WHAT IS BEING ASKED:
Write only the number of lines in the records beneath that hold "CORBIN".

INFORMATION PROVIDED:
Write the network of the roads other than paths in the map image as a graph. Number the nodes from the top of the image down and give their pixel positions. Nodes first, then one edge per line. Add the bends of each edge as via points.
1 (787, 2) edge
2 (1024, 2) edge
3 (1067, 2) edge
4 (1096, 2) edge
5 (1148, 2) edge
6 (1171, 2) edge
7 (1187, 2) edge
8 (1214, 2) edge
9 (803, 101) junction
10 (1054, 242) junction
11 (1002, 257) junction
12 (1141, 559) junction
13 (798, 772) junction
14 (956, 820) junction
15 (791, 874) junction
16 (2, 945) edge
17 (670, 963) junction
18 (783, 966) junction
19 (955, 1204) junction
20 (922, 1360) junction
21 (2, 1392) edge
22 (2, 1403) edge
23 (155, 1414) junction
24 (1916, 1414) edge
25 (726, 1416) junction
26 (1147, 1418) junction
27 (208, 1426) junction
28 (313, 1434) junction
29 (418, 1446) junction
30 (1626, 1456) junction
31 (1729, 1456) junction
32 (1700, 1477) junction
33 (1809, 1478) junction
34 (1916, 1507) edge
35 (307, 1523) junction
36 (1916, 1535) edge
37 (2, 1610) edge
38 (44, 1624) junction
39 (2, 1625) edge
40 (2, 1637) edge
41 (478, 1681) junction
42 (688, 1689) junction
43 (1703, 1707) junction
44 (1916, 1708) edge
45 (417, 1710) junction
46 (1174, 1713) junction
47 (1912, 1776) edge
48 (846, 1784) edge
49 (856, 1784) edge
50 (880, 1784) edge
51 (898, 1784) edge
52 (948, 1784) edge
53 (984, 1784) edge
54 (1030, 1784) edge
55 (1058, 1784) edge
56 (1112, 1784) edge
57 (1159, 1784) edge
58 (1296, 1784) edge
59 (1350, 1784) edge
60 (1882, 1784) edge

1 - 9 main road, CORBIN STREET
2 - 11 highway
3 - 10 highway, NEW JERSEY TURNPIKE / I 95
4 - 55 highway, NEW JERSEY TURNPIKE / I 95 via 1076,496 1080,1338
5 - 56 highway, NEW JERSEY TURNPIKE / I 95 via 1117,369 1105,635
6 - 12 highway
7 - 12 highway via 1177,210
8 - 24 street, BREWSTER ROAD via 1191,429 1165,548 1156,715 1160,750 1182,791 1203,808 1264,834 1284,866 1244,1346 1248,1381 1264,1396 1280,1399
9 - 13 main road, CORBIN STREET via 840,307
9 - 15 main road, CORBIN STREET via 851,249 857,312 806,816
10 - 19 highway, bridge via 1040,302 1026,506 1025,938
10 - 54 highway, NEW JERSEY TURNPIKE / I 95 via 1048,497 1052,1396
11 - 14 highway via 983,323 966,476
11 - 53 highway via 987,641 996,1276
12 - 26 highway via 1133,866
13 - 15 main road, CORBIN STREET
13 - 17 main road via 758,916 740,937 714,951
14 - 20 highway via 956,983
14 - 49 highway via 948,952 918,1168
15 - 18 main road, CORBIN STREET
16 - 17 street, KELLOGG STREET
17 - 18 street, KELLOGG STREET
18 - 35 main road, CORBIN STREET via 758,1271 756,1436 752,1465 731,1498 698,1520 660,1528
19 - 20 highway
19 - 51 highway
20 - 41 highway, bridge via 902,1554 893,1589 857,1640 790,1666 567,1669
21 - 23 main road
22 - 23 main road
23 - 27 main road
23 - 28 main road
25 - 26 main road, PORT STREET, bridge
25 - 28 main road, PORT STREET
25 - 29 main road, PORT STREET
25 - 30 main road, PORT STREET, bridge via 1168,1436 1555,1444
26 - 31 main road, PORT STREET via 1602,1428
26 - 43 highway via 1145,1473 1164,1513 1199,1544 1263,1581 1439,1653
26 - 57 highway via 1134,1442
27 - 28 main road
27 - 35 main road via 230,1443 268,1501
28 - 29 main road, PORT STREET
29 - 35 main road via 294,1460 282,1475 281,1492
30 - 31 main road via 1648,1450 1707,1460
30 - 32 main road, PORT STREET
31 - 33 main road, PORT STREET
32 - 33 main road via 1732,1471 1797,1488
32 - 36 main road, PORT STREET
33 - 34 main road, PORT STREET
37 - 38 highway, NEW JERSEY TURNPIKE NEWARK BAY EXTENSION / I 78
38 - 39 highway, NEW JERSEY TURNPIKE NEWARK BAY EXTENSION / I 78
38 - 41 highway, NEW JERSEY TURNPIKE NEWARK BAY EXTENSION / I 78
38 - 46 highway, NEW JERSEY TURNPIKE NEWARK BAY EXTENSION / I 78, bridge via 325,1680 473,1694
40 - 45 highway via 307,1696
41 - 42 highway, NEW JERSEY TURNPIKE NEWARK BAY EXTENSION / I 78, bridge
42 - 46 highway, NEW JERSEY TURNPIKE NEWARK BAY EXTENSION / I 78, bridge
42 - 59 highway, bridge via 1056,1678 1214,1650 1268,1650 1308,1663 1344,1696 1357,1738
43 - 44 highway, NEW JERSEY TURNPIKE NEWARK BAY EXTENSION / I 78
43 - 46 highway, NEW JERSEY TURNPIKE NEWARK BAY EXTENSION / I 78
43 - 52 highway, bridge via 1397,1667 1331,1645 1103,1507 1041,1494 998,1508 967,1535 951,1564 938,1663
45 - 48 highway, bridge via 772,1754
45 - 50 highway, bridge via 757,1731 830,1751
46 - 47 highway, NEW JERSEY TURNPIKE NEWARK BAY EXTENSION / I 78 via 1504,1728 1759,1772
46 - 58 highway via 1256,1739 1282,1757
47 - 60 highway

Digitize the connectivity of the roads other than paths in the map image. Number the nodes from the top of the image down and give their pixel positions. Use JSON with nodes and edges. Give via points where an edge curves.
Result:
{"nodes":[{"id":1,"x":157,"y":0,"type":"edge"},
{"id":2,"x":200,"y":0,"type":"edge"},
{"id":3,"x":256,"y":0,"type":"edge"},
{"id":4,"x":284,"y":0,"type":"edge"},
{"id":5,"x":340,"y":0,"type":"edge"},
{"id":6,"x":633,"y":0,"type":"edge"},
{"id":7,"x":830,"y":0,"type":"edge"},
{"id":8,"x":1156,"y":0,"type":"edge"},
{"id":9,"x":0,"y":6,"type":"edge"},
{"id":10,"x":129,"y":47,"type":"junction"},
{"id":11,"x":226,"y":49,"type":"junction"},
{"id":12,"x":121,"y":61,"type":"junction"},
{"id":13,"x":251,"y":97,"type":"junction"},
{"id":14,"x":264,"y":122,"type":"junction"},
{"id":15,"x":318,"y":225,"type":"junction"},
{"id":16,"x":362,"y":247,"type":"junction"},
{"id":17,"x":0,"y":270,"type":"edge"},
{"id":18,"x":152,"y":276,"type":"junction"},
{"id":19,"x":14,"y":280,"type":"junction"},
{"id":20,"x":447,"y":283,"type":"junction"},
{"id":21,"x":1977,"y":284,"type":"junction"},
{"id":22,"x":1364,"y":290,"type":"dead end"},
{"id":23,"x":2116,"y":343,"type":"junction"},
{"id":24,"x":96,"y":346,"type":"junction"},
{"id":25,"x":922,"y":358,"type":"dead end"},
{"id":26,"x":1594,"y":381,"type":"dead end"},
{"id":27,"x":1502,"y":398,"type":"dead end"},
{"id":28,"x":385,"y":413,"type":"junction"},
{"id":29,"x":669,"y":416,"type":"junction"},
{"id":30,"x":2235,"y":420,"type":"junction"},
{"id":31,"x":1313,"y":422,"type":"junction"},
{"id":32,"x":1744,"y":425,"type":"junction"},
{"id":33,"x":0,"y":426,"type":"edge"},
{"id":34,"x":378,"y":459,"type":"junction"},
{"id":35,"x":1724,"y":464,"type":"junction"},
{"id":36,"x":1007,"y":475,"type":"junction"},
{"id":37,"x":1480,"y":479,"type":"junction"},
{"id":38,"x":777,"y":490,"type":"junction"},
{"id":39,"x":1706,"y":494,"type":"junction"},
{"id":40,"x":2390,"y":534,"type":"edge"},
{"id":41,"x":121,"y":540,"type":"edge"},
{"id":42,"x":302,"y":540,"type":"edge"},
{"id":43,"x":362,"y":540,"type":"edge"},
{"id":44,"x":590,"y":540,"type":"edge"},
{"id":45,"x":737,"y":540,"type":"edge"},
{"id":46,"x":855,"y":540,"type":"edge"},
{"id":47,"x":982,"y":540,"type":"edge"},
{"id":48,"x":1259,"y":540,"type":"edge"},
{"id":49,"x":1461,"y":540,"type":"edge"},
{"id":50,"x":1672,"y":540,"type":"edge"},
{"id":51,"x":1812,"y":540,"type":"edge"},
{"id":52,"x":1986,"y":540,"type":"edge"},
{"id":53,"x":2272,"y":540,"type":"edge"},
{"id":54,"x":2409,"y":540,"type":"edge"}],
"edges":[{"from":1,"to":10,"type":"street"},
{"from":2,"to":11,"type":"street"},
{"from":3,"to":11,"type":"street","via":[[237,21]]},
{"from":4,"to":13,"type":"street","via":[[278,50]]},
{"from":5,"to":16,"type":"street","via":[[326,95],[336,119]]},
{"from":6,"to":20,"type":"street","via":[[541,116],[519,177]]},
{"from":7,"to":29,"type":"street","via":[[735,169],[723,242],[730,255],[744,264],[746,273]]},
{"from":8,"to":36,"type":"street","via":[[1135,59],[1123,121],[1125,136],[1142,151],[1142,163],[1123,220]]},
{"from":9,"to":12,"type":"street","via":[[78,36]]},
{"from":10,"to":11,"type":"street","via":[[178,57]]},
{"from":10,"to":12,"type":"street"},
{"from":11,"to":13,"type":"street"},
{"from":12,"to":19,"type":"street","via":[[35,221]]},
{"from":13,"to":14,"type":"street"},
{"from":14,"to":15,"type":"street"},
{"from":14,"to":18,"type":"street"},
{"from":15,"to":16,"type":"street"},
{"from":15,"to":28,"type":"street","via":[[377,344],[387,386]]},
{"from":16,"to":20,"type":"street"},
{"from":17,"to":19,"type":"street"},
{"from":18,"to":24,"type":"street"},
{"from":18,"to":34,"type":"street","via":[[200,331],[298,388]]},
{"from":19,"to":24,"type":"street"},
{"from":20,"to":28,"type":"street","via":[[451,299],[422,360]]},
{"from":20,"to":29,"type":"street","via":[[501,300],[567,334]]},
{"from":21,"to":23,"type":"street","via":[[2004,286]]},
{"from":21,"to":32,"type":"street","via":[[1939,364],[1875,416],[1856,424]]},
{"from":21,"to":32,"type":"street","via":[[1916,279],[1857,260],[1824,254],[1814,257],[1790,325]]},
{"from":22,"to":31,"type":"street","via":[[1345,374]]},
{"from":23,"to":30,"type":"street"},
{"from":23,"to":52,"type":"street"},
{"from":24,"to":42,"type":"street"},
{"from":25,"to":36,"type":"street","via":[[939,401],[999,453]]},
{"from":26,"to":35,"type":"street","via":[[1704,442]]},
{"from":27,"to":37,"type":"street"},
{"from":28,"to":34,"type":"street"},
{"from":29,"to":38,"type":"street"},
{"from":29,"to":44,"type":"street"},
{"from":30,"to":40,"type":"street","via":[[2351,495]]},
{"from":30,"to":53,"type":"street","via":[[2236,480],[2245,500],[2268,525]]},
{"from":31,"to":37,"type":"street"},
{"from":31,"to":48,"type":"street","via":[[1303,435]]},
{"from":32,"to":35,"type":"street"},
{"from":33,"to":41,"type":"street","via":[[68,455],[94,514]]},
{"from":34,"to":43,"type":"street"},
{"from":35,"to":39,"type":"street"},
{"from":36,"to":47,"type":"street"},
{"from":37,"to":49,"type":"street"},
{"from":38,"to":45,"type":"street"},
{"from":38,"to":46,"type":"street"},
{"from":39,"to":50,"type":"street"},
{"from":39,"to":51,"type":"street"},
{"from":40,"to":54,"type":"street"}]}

EXERCISE ANSWER:
6